In his own blog post, Fadell states: “Nest revenue has grown in excess of 50% year-over-year and today, millions of people in more than 190 countries use Nest products, which include hardware, software, services, and the Nest-backed Thread wireless protocol. In 2015 alone, we shipped four new hardware products and five significant App releases, and the Nest Learning Thermostat 3rd Gen reached the one million unit milestone in half the time as the previous generation!”
Fadell also expressed no regrets in a candid interview with Bloomberg Friday, saying Nest has shipped products that millions of customers have rated highly. Trotting out the “you can’t make an omelet without breaking eggs” argument, he also points out that the people who worked with him at a previous venture 25 years ago “have their kids working for me now.”
“To me, it’s truly, what’s your mindset? Are you coming to work?
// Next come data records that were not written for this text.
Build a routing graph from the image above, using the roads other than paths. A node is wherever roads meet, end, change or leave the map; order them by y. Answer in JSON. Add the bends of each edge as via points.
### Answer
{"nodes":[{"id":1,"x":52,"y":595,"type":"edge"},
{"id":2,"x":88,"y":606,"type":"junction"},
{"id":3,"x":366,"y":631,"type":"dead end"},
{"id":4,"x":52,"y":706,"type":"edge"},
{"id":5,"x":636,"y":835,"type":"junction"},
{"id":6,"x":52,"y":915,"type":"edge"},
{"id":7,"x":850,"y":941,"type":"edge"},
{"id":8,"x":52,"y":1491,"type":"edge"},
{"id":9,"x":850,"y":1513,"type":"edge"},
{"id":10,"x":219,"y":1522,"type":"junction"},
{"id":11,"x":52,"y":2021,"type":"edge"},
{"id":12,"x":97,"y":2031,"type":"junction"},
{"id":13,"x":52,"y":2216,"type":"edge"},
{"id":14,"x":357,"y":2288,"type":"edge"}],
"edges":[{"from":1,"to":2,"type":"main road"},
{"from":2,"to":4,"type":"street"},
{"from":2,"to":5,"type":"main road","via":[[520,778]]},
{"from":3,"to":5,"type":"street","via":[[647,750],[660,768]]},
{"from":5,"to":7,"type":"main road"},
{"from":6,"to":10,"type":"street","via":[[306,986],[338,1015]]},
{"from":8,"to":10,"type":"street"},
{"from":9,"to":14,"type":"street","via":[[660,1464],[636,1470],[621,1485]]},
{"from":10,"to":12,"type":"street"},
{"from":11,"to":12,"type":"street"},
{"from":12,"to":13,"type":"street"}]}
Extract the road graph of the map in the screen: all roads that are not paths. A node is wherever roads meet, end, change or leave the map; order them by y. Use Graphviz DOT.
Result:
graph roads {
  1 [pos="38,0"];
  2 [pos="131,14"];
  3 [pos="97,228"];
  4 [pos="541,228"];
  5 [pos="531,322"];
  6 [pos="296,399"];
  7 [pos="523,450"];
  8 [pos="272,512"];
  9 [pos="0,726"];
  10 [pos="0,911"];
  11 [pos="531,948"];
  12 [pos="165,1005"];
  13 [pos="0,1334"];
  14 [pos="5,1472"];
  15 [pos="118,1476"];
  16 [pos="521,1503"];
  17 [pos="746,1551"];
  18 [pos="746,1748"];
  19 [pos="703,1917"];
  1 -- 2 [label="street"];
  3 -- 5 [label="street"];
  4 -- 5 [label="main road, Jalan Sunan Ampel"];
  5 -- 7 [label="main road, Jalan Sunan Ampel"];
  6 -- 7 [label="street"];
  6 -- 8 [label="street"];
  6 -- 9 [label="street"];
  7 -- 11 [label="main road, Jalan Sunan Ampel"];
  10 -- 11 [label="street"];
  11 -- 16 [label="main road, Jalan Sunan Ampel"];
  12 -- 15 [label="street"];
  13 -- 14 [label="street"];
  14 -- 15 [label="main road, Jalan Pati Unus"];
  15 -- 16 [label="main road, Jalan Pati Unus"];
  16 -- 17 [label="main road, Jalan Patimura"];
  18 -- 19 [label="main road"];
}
Are you truly respecting the mission we’re on?,” he tells Ashlee Vance.
More intriguingly, he reveals that he has invested in more than 100 companies “very secretively” over the past decade that “have incredibly just disruptive ideas that can change the world in a positive way, whether it’s in medical or it’s in consumer products or energy.” Among them, according to several sources, are Phononic, Flexport, Airware, Bump (acquired by Google), ZEP Solar (bought by SolarCity), Actev, Mousera and Impossible Foods.
In some cases he’s on the board; in others, he helps find funding or works “on the marketing angles for them, the messaging, the product designs,” he tells Vance.
CNET’s Richard Nieva reports that Jackdaw Research analyst Jan Dawson “said the split was necessary because of the increased tension between Fadell and Alphabet's management, and the outsized media attention it was getting. ‘This should allow Nest to move on without the distraction of the recent news stories and criticisms,’ he said.”
But Fadell will remain an adviser to Alphabet and CEO Larry Page praised him Friday as a “true visionary” he looks forward to continuing to work with.
Marwan Fawaz was named CEO at Nest. He “has extensive experience in executive positions, having worked at Charter, ADT and Motorola Home. He served as CEO of the latter, back when the company was still a part of the Google family, a position that no doubt helped qualify him for his big new gig,” Brian Heater observes for TechCrunch.
“Fawaz may be an experienced executive in the cable and telecommunications industry, but he's not the media darling that Fadell was,” Dan Seifert writes for The Verge.
Fadell himself cited Fawaz’ “extensive technology and engineering knowledge, his experience with global service providers, as well as his background in connected home platforms.”
As well as, one would expect, a higher tolerance for maintenance mode.